• [PROBLEM STATEMENT] Each record, exactly as written, should be printed again.

'''

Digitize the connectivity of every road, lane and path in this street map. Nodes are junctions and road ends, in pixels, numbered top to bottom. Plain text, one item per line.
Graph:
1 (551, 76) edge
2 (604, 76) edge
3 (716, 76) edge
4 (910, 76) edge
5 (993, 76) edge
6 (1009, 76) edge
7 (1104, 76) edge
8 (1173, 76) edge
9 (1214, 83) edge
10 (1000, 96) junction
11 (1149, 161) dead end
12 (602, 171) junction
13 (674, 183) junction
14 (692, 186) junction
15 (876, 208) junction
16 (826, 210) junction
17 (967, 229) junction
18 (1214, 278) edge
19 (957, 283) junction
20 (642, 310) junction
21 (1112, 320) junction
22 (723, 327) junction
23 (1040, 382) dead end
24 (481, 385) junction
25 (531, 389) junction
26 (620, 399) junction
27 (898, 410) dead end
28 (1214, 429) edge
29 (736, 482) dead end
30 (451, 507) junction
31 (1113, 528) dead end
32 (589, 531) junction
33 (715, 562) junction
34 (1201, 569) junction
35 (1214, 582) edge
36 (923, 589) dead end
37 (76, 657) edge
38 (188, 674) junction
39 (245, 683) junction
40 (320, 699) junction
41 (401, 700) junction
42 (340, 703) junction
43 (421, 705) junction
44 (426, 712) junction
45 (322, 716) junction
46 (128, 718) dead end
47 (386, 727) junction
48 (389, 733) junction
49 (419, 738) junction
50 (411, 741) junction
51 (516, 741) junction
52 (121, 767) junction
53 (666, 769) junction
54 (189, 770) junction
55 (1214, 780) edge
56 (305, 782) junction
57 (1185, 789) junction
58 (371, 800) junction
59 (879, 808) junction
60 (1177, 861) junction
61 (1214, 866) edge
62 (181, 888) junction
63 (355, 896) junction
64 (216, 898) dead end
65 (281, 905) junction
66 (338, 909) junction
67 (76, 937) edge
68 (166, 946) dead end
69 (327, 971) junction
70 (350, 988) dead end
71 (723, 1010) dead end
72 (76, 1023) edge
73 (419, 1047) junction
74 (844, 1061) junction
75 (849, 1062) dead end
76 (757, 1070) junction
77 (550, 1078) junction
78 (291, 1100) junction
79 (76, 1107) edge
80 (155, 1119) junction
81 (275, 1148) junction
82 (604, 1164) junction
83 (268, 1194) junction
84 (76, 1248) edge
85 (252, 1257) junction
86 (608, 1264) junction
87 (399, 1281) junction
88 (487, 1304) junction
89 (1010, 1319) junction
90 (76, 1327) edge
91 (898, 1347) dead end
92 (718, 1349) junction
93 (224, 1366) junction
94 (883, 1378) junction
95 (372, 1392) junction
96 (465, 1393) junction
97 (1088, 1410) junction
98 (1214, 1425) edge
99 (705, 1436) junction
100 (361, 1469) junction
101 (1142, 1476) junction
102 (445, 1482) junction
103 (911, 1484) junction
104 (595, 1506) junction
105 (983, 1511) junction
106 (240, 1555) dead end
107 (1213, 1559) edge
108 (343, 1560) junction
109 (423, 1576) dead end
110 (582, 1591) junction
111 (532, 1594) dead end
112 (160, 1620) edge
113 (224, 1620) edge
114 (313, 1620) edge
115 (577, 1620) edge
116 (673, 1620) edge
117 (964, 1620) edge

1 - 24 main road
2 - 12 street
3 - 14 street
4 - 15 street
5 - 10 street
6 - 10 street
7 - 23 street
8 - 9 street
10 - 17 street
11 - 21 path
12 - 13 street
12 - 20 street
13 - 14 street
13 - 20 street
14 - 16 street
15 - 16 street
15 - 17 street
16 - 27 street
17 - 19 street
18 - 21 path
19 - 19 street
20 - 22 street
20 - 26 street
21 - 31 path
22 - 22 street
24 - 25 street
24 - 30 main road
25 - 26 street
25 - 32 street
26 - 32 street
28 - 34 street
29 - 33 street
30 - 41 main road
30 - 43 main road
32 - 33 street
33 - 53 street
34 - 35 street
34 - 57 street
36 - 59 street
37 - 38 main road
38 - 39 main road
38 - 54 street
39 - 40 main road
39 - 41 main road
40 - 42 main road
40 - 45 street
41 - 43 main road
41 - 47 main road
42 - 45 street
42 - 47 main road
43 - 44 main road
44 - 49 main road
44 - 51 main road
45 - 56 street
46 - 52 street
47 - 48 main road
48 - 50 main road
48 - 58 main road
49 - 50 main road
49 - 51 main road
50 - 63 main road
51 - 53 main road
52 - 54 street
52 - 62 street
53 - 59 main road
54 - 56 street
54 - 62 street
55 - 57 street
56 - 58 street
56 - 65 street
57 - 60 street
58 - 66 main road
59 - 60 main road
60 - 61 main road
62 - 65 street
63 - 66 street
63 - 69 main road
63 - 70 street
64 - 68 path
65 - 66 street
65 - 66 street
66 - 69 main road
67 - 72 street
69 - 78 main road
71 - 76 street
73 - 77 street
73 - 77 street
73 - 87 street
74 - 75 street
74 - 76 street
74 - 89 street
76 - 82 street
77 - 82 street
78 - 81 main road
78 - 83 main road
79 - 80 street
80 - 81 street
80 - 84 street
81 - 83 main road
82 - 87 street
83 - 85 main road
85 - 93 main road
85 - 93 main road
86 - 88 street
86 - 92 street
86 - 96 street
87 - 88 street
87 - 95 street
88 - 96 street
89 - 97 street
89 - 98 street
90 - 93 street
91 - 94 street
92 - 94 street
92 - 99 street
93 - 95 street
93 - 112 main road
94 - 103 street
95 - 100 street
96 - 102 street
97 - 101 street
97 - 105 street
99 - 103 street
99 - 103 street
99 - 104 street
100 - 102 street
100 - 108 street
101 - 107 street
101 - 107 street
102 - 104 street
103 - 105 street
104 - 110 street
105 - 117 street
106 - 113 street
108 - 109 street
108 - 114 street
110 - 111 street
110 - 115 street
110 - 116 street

'''

• [EXERCISE OUTPUT]
Digitize the connectivity of every road, lane and path in this street map. Nodes are junctions and road ends, in pixels, numbered top to bottom. Plain text, one item per line.
Graph:
1 (551, 76) edge
2 (604, 76) edge
3 (716, 76) edge
4 (910, 76) edge
5 (993, 76) edge
6 (1009, 76) edge
7 (1104, 76) edge
8 (1173, 76) edge
9 (1214, 83) edge
10 (1000, 96) junction
11 (1149, 161) dead end
12 (602, 171) junction
13 (674, 183) junction
14 (692, 186) junction
15 (876, 208) junction
16 (826, 210) junction
17 (967, 229) junction
18 (1214, 278) edge
19 (957, 283) junction
20 (642, 310) junction
21 (1112, 320) junction
22 (723, 327) junction
23 (1040, 382) dead end
24 (481, 385) junction
25 (531, 389) junction
26 (620, 399) junction
27 (898, 410) dead end
28 (1214, 429) edge
29 (736, 482) dead end
30 (451, 507) junction
31 (1113, 528) dead end
32 (589, 531) junction
33 (715, 562) junction
34 (1201, 569) junction
35 (1214, 582) edge
36 (923, 589) dead end
37 (76, 657) edge
38 (188, 674) junction
39 (245, 683) junction
40 (320, 699) junction
41 (401, 700) junction
42 (340, 703) junction
43 (421, 705) junction
44 (426, 712) junction
45 (322, 716) junction
46 (128, 718) dead end
47 (386, 727) junction
48 (389, 733) junction
49 (419, 738) junction
50 (411, 741) junction
51 (516, 741) junction
52 (121, 767) junction
53 (666, 769) junction
54 (189, 770) junction
55 (1214, 780) edge
56 (305, 782) junction
57 (1185, 789) junction
58 (371, 800) junction
59 (879, 808) junction
60 (1177, 861) junction
61 (1214, 866) edge
62 (181, 888) junction
63 (355, 896) junction
64 (216, 898) dead end
65 (281, 905) junction
66 (338, 909) junction
67 (76, 937) edge
68 (166, 946) dead end
69 (327, 971) junction
70 (350, 988) dead end
71 (723, 1010) dead end
72 (76, 1023) edge
73 (419, 1047) junction
74 (844, 1061) junction
75 (849, 1062) dead end
76 (757, 1070) junction
77 (550, 1078) junction
78 (291, 1100) junction
79 (76, 1107) edge
80 (155, 1119) junction
81 (275, 1148) junction
82 (604, 1164) junction
83 (268, 1194) junction
84 (76, 1248) edge
85 (252, 1257) junction
86 (608, 1264) junction
87 (399, 1281) junction
88 (487, 1304) junction
89 (1010, 1319) junction
90 (76, 1327) edge
91 (898, 1347) dead end
92 (718, 1349) junction
93 (224, 1366) junction
94 (883, 1378) junction
95 (372, 1392) junction
96 (465, 1393) junction
97 (1088, 1410) junction
98 (1214, 1425) edge
99 (705, 1436) junction
100 (361, 1469) junction
101 (1142, 1476) junction
102 (445, 1482) junction
103 (911, 1484) junction
104 (595, 1506) junction
105 (983, 1511) junction
106 (240, 1555) dead end
107 (1213, 1559) edge
108 (343, 1560) junction
109 (423, 1576) dead end
110 (582, 1591) junction
111 (532, 1594) dead end
112 (160, 1620) edge
113 (224, 1620) edge
114 (313, 1620) edge
115 (577, 1620) edge
116 (673, 1620) edge
117 (964, 1620) edge

1 - 24 main road
2 - 12 street
3 - 14 street
4 - 15 street
5 - 10 street
6 - 10 street
7 - 23 street
8 - 9 street
10 - 17 street
11 - 21 path
12 - 13 street
12 - 20 street
13 - 14 street
13 - 20 street
14 - 16 street
15 - 16 street
15 - 17 street
16 - 27 street
17 - 19 street
18 - 21 path
19 - 19 street
20 - 22 street
20 - 26 street
21 - 31 path
22 - 22 street
24 - 25 street
24 - 30 main road
25 - 26 street
25 - 32 street
26 - 32 street
28 - 34 street
29 - 33 street
30 - 41 main road
30 - 43 main road
32 - 33 street
33 - 53 street
34 - 35 street
34 - 57 street
36 - 59 street
37 - 38 main road
38 - 39 main road
38 - 54 street
39 - 40 main road
39 - 41 main road
40 - 42 main road
40 - 45 street
41 - 43 main road
41 - 47 main road
42 - 45 street
42 - 47 main road
43 - 44 main road
44 - 49 main road
44 - 51 main road
45 - 56 street
46 - 52 street
47 - 48 main road
48 - 50 main road
48 - 58 main road
49 - 50 main road
49 - 51 main road
50 - 63 main road
51 - 53 main road
52 - 54 street
52 - 62 street
53 - 59 main road
54 - 56 street
54 - 62 street
55 - 57 street
56 - 58 street
56 - 65 street
57 - 60 street
58 - 66 main road
59 - 60 main road
60 - 61 main road
62 - 65 street
63 - 66 street
63 - 69 main road
63 - 70 street
64 - 68 path
65 - 66 street
65 - 66 street
66 - 69 main road
67 - 72 street
69 - 78 main road
71 - 76 street
73 - 77 street
73 - 77 street
73 - 87 street
74 - 75 street
74 - 76 street
74 - 89 street
76 - 82 street
77 - 82 street
78 - 81 main road
78 - 83 main road
79 - 80 street
80 - 81 street
80 - 84 street
81 - 83 main road
82 - 87 street
83 - 85 main road
85 - 93 main road
85 - 93 main road
86 - 88 street
86 - 92 street
86 - 96 street
87 - 88 street
87 - 95 street
88 - 96 street
89 - 97 street
89 - 98 street
90 - 93 street
91 - 94 street
92 - 94 street
92 - 99 street
93 - 95 street
93 - 112 main road
94 - 103 street
95 - 100 street
96 - 102 street
97 - 101 street
97 - 105 street
99 - 103 street
99 - 103 street
99 - 104 street
100 - 102 street
100 - 108 street
101 - 107 street
101 - 107 street
102 - 104 street
103 - 105 street
104 - 110 street
105 - 117 street
106 - 113 street
108 - 109 street
108 - 114 street
110 - 111 street
110 - 115 street
110 - 116 street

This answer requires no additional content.